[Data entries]
'''
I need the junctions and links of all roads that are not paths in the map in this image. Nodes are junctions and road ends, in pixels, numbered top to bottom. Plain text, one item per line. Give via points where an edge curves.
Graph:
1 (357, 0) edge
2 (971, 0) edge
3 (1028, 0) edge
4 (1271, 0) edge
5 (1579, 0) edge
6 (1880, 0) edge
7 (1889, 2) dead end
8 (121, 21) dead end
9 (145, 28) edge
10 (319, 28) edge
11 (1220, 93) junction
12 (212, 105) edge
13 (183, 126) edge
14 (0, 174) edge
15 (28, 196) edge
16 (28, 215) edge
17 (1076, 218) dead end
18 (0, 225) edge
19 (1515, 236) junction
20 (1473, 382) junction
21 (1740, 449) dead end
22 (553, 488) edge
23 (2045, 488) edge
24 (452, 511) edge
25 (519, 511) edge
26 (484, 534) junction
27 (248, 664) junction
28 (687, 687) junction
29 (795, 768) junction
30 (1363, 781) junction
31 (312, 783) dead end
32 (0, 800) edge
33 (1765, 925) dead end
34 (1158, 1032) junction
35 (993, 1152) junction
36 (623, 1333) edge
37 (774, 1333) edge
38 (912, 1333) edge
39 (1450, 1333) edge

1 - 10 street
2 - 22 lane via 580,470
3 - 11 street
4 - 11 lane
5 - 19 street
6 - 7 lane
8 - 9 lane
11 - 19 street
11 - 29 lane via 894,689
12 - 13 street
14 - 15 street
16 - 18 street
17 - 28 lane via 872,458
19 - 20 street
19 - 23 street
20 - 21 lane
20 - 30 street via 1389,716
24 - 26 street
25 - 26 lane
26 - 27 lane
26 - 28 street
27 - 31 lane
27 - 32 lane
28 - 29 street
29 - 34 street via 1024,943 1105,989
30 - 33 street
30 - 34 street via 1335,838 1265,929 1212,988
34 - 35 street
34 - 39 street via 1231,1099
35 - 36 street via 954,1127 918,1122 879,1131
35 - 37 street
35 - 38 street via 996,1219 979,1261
'''
▸ **What to work on**: Determine the number of lines in the entries that contain "lane", then write that number alone.

▸ **Exercise solution**: 11